Stored records:

BEGIN

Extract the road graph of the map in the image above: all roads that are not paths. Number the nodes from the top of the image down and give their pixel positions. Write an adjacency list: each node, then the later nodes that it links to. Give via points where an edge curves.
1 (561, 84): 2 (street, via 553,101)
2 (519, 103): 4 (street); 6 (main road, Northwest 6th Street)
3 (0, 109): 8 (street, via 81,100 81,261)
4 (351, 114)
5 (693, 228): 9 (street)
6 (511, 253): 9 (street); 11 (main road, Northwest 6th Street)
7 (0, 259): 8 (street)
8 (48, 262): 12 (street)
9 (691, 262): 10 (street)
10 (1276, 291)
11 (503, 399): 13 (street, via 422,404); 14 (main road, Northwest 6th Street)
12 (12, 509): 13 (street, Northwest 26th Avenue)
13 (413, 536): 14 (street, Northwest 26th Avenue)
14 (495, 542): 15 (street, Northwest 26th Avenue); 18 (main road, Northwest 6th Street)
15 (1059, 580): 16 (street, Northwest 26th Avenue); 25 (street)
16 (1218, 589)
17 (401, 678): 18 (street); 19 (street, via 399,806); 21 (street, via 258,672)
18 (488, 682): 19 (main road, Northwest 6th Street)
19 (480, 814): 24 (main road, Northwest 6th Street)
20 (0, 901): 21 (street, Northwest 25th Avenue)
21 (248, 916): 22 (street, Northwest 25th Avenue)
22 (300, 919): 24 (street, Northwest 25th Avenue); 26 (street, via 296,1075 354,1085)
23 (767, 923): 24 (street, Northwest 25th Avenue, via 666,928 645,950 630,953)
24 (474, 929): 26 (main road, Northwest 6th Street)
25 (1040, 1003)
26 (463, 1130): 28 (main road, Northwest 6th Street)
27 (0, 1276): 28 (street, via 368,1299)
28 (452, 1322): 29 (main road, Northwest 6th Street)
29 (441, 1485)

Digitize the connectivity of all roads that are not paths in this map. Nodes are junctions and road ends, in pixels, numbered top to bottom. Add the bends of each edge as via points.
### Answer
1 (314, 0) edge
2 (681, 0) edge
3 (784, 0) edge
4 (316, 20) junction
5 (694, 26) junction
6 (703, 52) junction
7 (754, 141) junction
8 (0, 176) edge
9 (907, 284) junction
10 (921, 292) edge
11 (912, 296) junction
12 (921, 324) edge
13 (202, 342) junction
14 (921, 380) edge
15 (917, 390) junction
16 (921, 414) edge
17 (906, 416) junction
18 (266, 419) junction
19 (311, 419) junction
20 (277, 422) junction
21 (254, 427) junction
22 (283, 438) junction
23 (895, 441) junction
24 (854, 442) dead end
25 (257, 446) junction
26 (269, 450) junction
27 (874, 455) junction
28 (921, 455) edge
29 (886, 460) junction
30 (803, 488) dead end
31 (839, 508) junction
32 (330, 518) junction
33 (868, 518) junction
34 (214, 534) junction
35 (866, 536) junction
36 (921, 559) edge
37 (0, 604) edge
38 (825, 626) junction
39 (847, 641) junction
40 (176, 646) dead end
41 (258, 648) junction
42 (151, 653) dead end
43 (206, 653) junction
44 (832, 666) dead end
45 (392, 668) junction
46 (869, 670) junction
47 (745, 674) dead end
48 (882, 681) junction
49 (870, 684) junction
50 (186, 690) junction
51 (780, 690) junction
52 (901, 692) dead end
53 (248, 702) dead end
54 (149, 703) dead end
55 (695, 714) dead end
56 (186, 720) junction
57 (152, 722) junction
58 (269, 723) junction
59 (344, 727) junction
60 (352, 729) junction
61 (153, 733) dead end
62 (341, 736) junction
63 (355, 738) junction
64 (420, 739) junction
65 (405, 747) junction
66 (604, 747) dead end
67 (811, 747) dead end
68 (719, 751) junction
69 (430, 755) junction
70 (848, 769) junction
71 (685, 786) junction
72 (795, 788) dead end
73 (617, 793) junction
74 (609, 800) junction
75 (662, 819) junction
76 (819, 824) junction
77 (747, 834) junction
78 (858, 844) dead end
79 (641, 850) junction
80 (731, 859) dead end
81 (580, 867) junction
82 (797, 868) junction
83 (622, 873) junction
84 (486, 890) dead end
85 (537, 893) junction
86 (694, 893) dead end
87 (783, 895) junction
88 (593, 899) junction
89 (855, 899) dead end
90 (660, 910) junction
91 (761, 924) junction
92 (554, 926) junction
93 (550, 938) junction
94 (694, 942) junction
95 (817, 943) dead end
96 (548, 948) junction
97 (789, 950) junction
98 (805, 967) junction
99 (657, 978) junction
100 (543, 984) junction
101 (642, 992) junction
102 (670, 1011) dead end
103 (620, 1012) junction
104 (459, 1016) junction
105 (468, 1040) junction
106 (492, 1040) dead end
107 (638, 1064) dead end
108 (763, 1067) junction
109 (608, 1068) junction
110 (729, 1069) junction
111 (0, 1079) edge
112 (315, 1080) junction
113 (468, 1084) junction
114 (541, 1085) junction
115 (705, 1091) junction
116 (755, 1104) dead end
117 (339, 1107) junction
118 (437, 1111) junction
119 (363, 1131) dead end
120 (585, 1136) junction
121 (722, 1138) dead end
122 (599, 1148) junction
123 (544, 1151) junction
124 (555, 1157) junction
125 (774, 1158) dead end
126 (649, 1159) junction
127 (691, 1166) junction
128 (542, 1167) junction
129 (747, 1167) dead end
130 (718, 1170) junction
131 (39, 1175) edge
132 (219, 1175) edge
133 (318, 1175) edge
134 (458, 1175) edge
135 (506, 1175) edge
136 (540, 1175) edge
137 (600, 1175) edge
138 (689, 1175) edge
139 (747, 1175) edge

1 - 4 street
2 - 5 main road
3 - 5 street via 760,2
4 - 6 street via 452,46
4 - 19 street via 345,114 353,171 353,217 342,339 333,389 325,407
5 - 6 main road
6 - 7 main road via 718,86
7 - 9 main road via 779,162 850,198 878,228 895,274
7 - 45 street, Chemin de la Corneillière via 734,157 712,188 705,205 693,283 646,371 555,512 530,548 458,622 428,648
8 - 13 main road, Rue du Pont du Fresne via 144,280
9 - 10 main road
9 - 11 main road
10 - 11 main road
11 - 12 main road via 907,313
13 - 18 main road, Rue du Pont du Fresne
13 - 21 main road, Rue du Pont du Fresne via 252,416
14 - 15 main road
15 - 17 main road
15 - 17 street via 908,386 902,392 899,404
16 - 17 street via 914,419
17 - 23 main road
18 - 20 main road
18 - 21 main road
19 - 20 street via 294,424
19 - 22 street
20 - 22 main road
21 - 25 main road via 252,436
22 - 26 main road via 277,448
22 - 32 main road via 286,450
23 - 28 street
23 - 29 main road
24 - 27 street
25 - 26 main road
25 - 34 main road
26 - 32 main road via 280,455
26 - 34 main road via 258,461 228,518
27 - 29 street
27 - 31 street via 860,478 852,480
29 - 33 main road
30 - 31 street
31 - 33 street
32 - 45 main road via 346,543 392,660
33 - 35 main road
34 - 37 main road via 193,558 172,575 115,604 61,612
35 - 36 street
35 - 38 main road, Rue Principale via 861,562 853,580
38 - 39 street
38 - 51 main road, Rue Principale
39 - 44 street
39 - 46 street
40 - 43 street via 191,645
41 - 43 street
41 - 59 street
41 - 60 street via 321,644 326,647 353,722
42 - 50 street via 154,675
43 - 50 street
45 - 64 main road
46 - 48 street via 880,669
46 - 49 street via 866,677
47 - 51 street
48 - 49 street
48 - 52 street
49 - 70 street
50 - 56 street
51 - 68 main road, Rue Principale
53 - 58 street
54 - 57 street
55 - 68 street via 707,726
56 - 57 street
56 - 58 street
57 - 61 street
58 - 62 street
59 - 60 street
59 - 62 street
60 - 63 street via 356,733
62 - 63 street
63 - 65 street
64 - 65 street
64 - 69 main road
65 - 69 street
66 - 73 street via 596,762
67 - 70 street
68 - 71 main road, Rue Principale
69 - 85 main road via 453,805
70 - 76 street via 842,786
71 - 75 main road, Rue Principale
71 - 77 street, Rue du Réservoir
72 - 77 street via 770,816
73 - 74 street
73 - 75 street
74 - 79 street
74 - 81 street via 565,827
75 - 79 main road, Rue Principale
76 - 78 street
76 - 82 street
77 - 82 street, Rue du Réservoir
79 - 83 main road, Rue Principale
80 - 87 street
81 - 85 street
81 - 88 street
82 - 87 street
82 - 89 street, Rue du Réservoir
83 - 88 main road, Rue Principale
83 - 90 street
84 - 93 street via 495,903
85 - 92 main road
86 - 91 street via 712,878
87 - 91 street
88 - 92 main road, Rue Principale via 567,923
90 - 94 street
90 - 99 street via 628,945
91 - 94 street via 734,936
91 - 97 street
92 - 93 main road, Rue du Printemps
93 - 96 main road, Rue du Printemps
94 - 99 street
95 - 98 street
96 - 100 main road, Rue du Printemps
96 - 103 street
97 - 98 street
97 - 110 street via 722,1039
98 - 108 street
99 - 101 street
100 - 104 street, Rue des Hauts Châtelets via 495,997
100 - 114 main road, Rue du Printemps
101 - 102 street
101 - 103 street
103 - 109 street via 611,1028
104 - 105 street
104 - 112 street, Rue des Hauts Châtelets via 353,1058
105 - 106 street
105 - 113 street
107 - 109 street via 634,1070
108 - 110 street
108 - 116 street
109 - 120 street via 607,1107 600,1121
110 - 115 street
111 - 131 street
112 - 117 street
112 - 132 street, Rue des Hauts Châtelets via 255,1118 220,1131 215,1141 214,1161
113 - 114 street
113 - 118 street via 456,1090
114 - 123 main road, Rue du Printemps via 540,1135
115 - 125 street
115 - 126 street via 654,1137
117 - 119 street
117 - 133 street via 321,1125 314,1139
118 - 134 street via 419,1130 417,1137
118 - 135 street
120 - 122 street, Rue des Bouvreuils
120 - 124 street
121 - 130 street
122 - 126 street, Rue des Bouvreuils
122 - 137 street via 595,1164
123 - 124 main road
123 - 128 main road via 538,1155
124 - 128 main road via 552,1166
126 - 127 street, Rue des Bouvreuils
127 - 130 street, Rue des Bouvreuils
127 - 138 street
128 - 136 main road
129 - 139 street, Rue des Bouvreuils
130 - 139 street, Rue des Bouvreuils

END

» Instructions for the task
Lines holding the string "each" must be copied out of the entries above.

» Output
Extract the road graph of the map in the image above: all roads that are not paths. Number the nodes from the top of the image down and give their pixel positions. Write an adjacency list: each node, then the later nodes that it links to. Give via points where an edge curves.
Digitize the connectivity of all roads that are not paths in this map. Nodes are junctions and road ends, in pixels, numbered top to bottom. Add the bends of each edge as via points.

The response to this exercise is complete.